Mairi Alice Dun, A&C Editor
Edvard Munch, Vampire or Love and Pain From the mind of the great Age of Anxiety artist of The Scream, comes this eerie and kind of sexy vampiric image of love. If you ignore the artist’s misogynistic history, this is quite an inspiring Halloween costume look. Munch did not actually intend for this to be a vampire painting, but simply to depict the anguish of love, maintaining that this fiery redhead is just kissing her lover’s neck. Likely story. I find this work, along with a lot of Munch’s oeuvre, to be a particular favourite during spooky season and beyond for its autumnal colour palette and bordering-on-abstract composition.

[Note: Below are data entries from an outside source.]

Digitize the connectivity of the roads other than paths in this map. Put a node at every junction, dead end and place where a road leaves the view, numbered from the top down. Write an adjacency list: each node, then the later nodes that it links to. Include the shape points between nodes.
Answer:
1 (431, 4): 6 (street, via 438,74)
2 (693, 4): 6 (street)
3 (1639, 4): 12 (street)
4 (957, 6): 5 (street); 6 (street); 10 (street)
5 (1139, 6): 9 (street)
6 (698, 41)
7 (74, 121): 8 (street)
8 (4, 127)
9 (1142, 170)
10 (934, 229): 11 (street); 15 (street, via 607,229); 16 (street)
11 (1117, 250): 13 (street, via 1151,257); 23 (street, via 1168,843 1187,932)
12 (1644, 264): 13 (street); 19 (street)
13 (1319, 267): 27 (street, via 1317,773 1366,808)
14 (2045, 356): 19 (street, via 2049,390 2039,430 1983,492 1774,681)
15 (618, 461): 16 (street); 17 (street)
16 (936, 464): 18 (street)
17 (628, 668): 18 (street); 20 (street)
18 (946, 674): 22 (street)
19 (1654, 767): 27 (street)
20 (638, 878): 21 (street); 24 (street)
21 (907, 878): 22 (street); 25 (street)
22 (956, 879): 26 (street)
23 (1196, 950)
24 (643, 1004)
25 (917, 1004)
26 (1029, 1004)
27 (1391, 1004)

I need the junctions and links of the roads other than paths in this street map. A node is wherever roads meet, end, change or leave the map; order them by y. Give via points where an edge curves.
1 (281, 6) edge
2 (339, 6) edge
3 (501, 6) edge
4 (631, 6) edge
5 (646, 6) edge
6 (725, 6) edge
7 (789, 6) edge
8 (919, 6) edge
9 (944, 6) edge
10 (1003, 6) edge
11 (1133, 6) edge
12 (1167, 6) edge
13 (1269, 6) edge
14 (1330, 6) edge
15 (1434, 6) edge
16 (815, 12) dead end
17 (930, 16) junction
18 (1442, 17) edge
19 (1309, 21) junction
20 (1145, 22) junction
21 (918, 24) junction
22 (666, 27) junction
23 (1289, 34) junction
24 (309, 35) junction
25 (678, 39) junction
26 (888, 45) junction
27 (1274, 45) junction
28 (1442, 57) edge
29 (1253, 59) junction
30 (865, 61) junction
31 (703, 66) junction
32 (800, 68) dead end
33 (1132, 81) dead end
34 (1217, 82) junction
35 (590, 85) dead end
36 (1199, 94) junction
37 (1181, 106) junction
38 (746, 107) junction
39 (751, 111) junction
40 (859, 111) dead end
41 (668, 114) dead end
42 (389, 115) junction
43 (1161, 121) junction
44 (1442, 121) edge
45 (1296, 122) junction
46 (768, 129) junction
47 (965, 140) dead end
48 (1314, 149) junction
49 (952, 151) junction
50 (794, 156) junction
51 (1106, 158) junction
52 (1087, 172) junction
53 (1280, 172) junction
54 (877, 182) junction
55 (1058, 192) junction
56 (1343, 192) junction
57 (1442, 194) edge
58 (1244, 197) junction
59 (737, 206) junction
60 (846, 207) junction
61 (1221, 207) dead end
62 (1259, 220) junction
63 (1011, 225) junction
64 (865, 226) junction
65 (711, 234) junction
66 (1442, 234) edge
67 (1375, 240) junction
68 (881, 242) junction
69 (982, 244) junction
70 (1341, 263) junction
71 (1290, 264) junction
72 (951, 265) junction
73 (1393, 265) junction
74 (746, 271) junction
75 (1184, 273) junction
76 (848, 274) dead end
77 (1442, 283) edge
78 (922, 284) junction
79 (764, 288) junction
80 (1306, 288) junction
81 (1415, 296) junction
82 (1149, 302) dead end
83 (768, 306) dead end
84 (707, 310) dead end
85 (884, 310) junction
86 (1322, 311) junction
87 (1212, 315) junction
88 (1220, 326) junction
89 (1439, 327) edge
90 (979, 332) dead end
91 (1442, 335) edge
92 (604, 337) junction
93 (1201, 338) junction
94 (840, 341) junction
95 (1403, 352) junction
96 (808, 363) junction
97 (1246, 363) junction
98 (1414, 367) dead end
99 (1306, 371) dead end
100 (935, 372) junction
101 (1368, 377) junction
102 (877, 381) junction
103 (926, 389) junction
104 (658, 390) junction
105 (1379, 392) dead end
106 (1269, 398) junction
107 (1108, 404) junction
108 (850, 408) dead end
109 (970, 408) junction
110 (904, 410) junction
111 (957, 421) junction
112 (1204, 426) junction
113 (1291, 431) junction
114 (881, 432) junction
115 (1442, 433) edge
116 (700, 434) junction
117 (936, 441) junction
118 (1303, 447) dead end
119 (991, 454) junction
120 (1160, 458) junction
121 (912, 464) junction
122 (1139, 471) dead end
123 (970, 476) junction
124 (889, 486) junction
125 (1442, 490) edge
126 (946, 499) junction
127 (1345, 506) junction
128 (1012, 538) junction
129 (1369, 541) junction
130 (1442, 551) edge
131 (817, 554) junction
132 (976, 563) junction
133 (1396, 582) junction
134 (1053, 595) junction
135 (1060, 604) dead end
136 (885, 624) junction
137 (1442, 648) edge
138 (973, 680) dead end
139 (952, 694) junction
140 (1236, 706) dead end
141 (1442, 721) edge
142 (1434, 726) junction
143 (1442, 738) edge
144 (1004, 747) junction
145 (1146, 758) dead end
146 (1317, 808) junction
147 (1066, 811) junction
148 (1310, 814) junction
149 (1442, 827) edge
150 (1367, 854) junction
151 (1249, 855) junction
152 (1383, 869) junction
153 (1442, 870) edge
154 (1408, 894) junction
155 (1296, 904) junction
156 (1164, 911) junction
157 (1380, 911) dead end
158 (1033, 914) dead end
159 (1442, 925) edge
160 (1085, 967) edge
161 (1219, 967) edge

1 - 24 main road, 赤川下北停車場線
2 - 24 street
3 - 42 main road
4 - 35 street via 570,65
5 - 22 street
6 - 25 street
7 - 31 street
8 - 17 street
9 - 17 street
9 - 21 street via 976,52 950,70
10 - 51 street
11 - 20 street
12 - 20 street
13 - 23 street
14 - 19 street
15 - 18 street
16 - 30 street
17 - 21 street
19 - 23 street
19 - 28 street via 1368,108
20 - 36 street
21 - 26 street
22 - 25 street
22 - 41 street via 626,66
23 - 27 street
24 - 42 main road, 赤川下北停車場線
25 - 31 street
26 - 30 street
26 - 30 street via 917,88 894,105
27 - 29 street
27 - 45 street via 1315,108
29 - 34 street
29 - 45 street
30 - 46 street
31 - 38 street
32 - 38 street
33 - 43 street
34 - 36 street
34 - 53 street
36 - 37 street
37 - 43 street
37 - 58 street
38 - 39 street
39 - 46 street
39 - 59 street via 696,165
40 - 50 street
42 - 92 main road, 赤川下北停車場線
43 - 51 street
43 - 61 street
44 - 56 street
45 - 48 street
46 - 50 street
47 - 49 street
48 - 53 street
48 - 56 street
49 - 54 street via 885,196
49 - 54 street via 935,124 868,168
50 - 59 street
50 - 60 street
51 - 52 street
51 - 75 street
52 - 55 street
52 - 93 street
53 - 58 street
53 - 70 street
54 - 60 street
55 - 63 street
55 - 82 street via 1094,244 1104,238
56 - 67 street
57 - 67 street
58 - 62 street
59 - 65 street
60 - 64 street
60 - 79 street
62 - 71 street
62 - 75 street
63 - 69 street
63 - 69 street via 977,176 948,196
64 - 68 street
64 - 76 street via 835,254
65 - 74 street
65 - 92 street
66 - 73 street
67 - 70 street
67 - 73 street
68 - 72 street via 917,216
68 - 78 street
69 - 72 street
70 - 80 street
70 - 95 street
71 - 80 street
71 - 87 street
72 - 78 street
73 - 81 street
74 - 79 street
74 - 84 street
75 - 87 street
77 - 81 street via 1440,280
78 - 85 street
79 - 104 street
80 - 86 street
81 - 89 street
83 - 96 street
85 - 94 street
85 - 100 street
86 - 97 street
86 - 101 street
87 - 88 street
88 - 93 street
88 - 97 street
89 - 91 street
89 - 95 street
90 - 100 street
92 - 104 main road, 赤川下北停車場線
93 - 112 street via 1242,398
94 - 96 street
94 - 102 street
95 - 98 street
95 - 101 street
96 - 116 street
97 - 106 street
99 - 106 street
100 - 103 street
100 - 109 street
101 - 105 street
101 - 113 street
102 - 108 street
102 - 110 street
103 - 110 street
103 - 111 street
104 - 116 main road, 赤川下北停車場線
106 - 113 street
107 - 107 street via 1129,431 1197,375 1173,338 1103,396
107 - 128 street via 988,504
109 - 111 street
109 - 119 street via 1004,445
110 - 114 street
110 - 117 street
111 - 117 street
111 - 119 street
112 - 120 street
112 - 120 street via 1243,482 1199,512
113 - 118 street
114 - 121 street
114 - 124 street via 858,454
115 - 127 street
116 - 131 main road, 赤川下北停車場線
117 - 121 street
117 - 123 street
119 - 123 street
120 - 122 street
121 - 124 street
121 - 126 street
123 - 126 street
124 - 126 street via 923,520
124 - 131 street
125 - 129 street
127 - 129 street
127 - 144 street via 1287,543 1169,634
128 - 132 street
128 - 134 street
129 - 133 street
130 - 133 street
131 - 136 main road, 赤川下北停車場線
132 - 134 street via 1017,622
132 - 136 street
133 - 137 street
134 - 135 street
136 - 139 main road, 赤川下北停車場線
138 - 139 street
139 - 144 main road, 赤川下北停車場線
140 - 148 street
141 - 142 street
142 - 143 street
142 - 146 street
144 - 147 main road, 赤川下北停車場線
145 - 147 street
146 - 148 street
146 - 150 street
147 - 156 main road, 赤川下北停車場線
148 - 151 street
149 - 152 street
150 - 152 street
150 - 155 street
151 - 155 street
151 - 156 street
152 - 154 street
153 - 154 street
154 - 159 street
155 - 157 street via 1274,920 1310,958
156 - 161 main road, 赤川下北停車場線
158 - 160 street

Helen Lipsky, Deputy A&C Editor
Robert Gailbraith, The Cuckoo’s Calling Autumn calls for a cozy read. Each year the same activities roll around, and people look to movies, TV shows, and books to fuel their annual fill of spookiness, coziness, fantasy, etc. Harry Potter ranks at the top of most people’s list of movie and book recommendations to best appreciate the autumn while simultaneously preparing for the cold and closeness of the winter. We cannot recommend the Harry Potter series every year, but we can look at something similar. JK Rowling, under the pseudonym Robert Gailbraith, writes The Cuckoo’s Calling, the first book of the Cormoran Strike series. The book follows detective Cormoran Strike, as he investigates the controversial death of supermodel Lula Landry. The novel, although not as much of an obvious page turner, intrigues readers and proves a good choice to match the energy of autumn eeriness.
I read this book last year; it offered me a mental escape into a mystery world, allowing me to participate with the characters and enjoy the intensity of a crime novel and the surprising coziness of mystery.
Miguel de la Cal Moreno, Deputy A&C Editor
Kazuo Ishiguro, Never Let Me Go This autumn I finally got around to reading Never Let Me Go by Kazuo Ishiguro. It was outstanding. Ishiguro plays you like a fiddle, avidly dropping hints that make you subtly raise an eyebrow before a great discovery, or simply revealing something out of the blue to cause an audible gasp. You feel smart enough to pretend that you are cracking the mysteries, but the surprises come in a regular, well-timed fashion to keep you engaged and invested. By the end, you have come to understand the characters rich emotional tapestry to feel their pain and loss and boy oh boy is there pain to feel. The final chapters are a tour-de-force through the hellish landscapes of sorrow that will make you feel almost all meanings of the word “sad”. And you sit there, thinking, crying, and ready to do it all over again.
Adelaide Crosby, Deputy A&C Editor Nick Drake, Pink Moon Whenever the leaves start to turn, I find myself revisiting the music of Nick Drake. His 1972 album Pink Moon, in particular, is among that special class of record that I long to listen to from beginning to end, ceaselessly. It has a certain quality of softness, a delicate melancholy, which inspires both peace and a profound nostalgia. I recommend it for early autumn mornings and late afternoon walks, just before the sun makes its premature descent.